Marvel Star Says The MCU Changed The Way He Sees Food

By Jennifer Asencio | Published

kumail nanjiani

For Marvel star Kumail Nanjiani, his relationship with food and the body has changed significantly after being in the Marvel Cinematic Universe. In an interview with NPR, the actor talks about body image, eating, and emotion in a candid discussion about the nuances food has taken in his life. The discussion encompasses his role in the MCU movie Eternals as contrasted with his current part in Welcome to Chippendale’s.

The South Asian actor began as a stand-up comedian but found fame when he and his wife, Emily V. Gordon, wrote the Oscar-winning screenplay The Big Sick. Shortly after that, when cast as Kingo in the Marvel movie Eternals, Kumail Nanjiani became the first South Asian superhero portrayed by the studio. Kingo’s cover identity is as a Bollywood heartthrob, so the actor and comedian buffed up to play the role.

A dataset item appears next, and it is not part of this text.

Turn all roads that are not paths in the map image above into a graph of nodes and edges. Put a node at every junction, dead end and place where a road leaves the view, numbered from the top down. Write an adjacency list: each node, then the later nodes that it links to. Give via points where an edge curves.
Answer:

Building muscle is a discipline that requires a strict diet, a fact of life from the actor’s early years as a child in Karachi, Pakistan. However, sculpting his body for the Marvel role also brought its share of discomfort, as Kumail Nanjiani reveals in the interview how uncomfortable it was to feel objectified for his physique. Likening his own experience of having his social media documenting the transformation gawked at to being catcalled on the street, he indicated empathy for women, who are more often and more universally objectified while going through everyday life.

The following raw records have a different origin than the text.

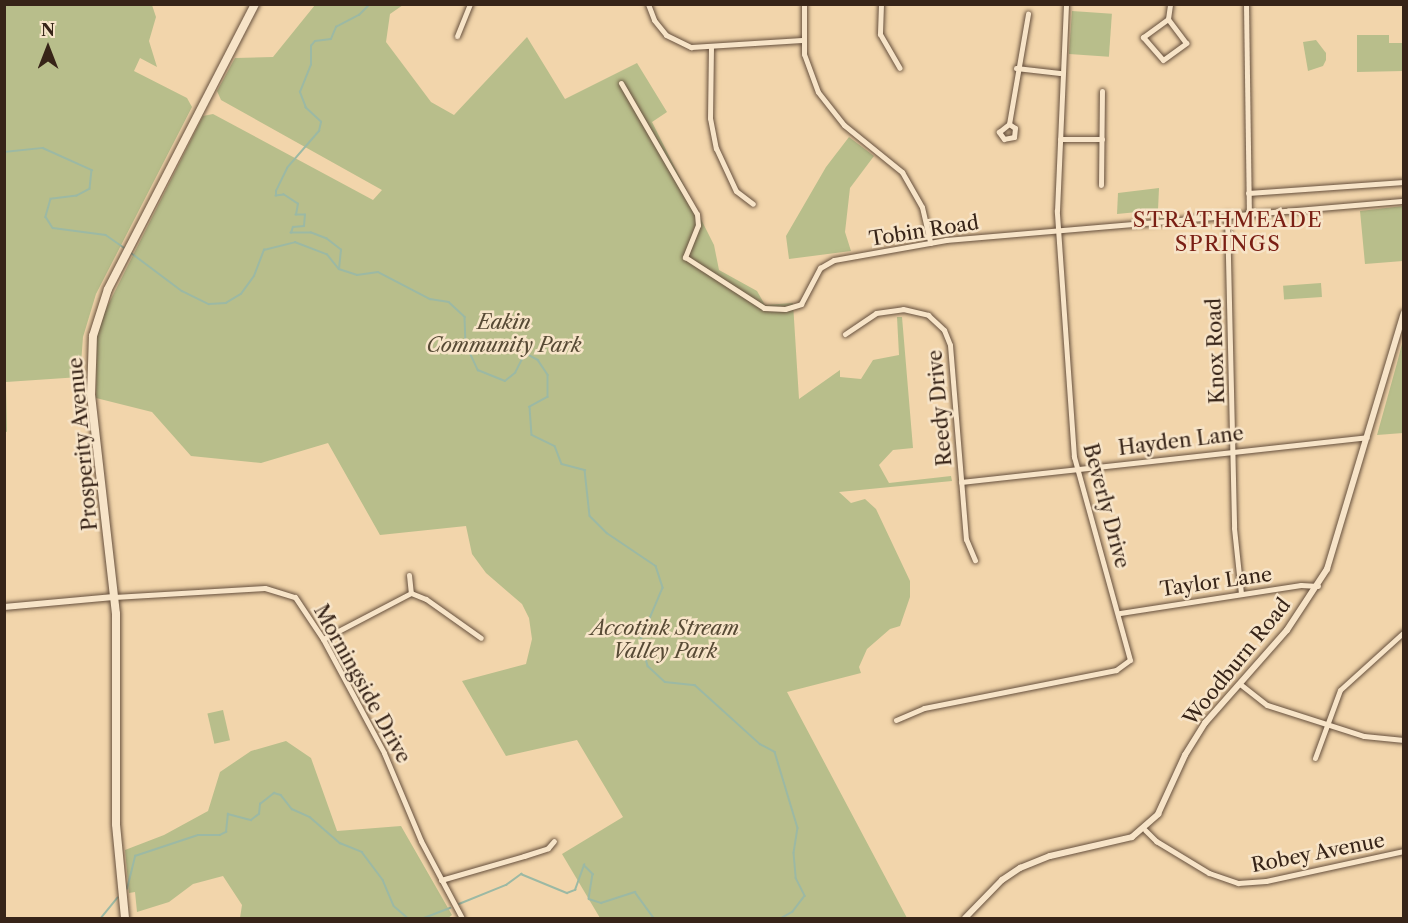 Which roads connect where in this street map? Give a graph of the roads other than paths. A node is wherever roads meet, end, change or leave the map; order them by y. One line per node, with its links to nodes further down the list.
1 (255, 4): 42 (main road, Prosperity Avenue)
2 (470, 4): 11 (street)
3 (648, 4): 13 (street)
4 (804, 4): 12 (street)
5 (881, 4): 14 (street)
6 (1066, 4): 16 (street, Beverly Drive)
7 (1170, 4): 10 (street)
8 (1246, 4): 24 (street)
9 (1028, 14): 15 (street)
10 (1168, 19): 10 (street)
11 (457, 36)
12 (802, 40): 13 (street); 30 (street)
13 (711, 47): 26 (street)
14 (900, 68)
15 (1016, 68): 16 (street); 19 (street)
16 (1060, 73): 20 (street, Beverly Drive)
17 (621, 83): 30 (street, Tobin Road)
18 (1102, 91): 21 (street)
19 (1009, 124)
20 (1060, 138): 21 (street); 29 (street, Beverly Drive)
21 (1102, 139): 23 (street)
22 (1404, 182): 24 (street)
23 (1101, 185)
24 (1248, 193): 27 (street)
25 (1404, 201): 27 (street, Tobin Road)
26 (753, 204)
27 (1249, 212): 28 (street, Tobin Road)
28 (1227, 214): 29 (street, Tobin Road); 34 (street, Knox Road)
29 (1058, 229): 30 (street, Tobin Road); 35 (street, Beverly Drive)
30 (930, 243)
31 (1404, 313): 33 (street, Woodburn Road)
32 (845, 334): 36 (street, Reedy Drive)
33 (1367, 437): 34 (street, Hayden Lane); 39 (street, Woodburn Road)
34 (1234, 450): 35 (street, Hayden Lane); 41 (street, Knox Road)
35 (1076, 469): 36 (street, Hayden Lane); 44 (street, Beverly Drive)
36 (962, 482): 37 (street, Reedy Drive)
37 (975, 560)
38 (409, 575): 40 (street)
39 (1318, 586): 41 (street, Taylor Lane); 48 (street, Woodburn Road)
40 (411, 593): 46 (street); 47 (street)
41 (1240, 594): 44 (street, Taylor Lane)
42 (114, 597): 43 (street); 47 (street, Morningside Drive); 57 (main road, Prosperity Avenue)
43 (4, 607)
44 (1120, 613): 49 (street, Beverly Drive)
45 (1404, 632): 50 (street)
46 (481, 638)
47 (323, 639): 56 (street, Morningside Drive)
48 (1240, 684): 50 (street); 53 (street, Woodburn Road)
49 (896, 720)
50 (1326, 724): 51 (street); 52 (street)
51 (1404, 740)
52 (1315, 758)
53 (1145, 830): 55 (street, Robey Avenue); 59 (street)
54 (554, 841): 56 (street)
55 (1404, 851)
56 (441, 880): 58 (street, Morningside Drive)
57 (125, 918)
58 (462, 918)
59 (965, 918)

Indulging in food is something the Marvel actor had never done until Kumail Nanjiani was cast in Welcome to Chippendale’s. After the experience of bulking up for Eternals and a lifetime of being taught that overindulgence in food was a negative thing, he says he struggled with a lot of guilt tied to how and what he ate. “It’s really cruel that we had such limits on how much we could eat because Pakistani food is absolutely delicious. … I’ve always had a weird relationship with food,” he admitted in the interview, adding that building his superhero physique brought a lot of these issues to the surface.

Kumail Nanjiani eternals
Kumail Nanjiani in The Eternals.

The role of Somen “Steve” Banerjee, the founder of Chippendale’s, is a departure from Marvel superheroes, where Kumail Nanjiani doesn’t have to worry so much about what he eats and is learning to change his habits. “I realized that I had been so rigid with food and used it in so many unhealthy ways and then forcing myself to eat unhealthy amounts of unhealthy food in a way got me out of that trap.” He also admitted that getting to eat what he wanted was very liberating to the way he thought about food.

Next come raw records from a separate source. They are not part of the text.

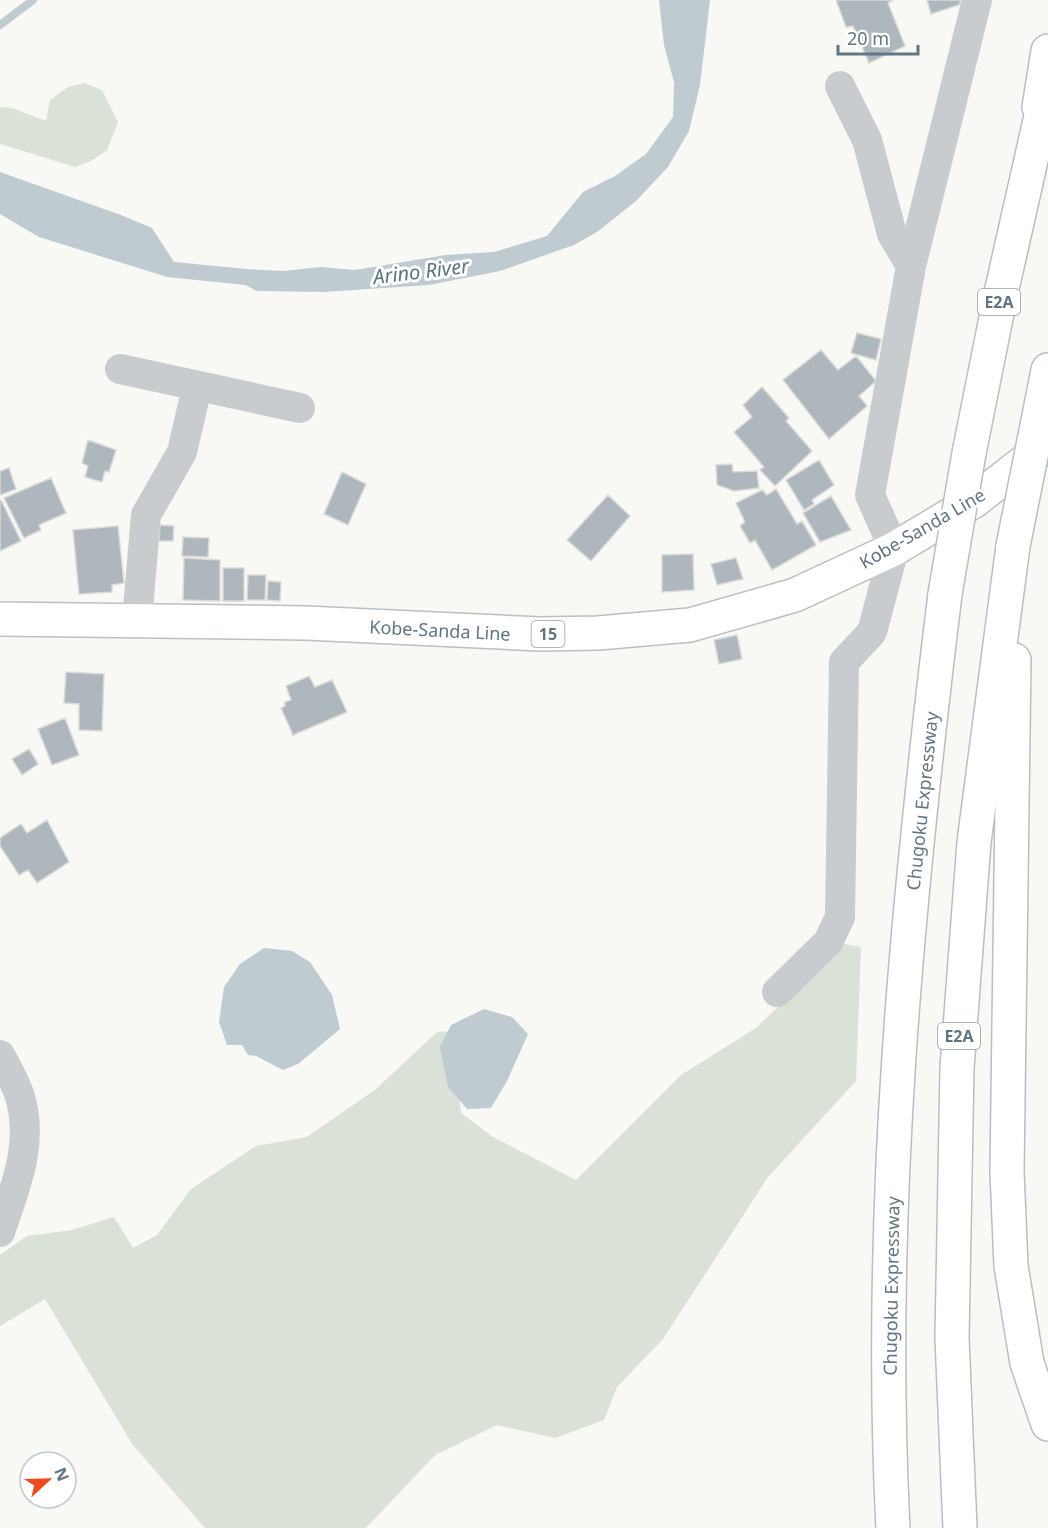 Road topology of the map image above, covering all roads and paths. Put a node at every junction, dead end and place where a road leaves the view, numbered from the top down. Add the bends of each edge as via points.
1 (976, 0) edge
2 (1048, 51) edge
3 (1048, 85) edge
4 (840, 86) dead end
5 (1032, 151) junction
6 (911, 266) junction
7 (120, 369) dead end
8 (1048, 370) edge
9 (196, 387) junction
10 (300, 408) dead end
11 (1048, 444) edge
12 (1013, 546) junction
13 (894, 549) junction
14 (0, 619) edge
15 (137, 621) junction
16 (777, 992) dead end
17 (0, 1055) edge
18 (0, 1232) edge
19 (1048, 1424) edge
20 (893, 1528) edge
21 (960, 1528) edge

1 - 6 street
2 - 5 main road
3 - 5 main road, Chugoku Expressway / E2A
4 - 6 street via 867,140 892,234
5 - 20 main road, Chugoku Expressway / E2A, bridge via 969,453 945,594 924,764 900,1029 889,1256
6 - 13 street via 870,495
7 - 9 street
8 - 12 main road, E2A, bridge
9 - 10 street
9 - 15 street via 182,452 146,515
11 - 13 main road, Kobe-Sanda Line / 15 via 974,501
12 - 19 main road via 1015,705 1007,1172 1011,1266 1027,1363
12 - 21 main road, E2A via 974,842 957,1068 952,1338
13 - 15 main road, Kobe-Sanda Line / 15 via 795,595 690,625 540,634 306,623
13 - 16 street via 872,632 844,662 840,917 828,942
14 - 15 main road, Kobe-Sanda Line / 15
17 - 18 street via 20,1095 26,1127 22,1167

As a standup comedian before his appearance in the Marvel Cinematic Universe, Kumail Nanjiani was never a fan of humor about the body in his youth and early career and didn’t include such jokes in his routines. He explains that this is because he was raised with the idea that the body and the soul are at odds, with the body being prone to addiction, indulgence, and waste while the soul only wants goodness. This spiritual line of thinking taught him that the body and its functions are shameful, so humor about these topics somewhat embarrassed him.

With his star rising beyond the Marvel Cinematic Universe, Kumail Nanjiani has plenty of time to reconcile his relationship with food and guilt, a struggle many of us are familiar with. For inspiration, the actor can be seen in Eternals on Disney+. He’s not quite as heroic as the scheming Steve Banjeree in Welcome to Chippendales, which is now streaming on Hulu.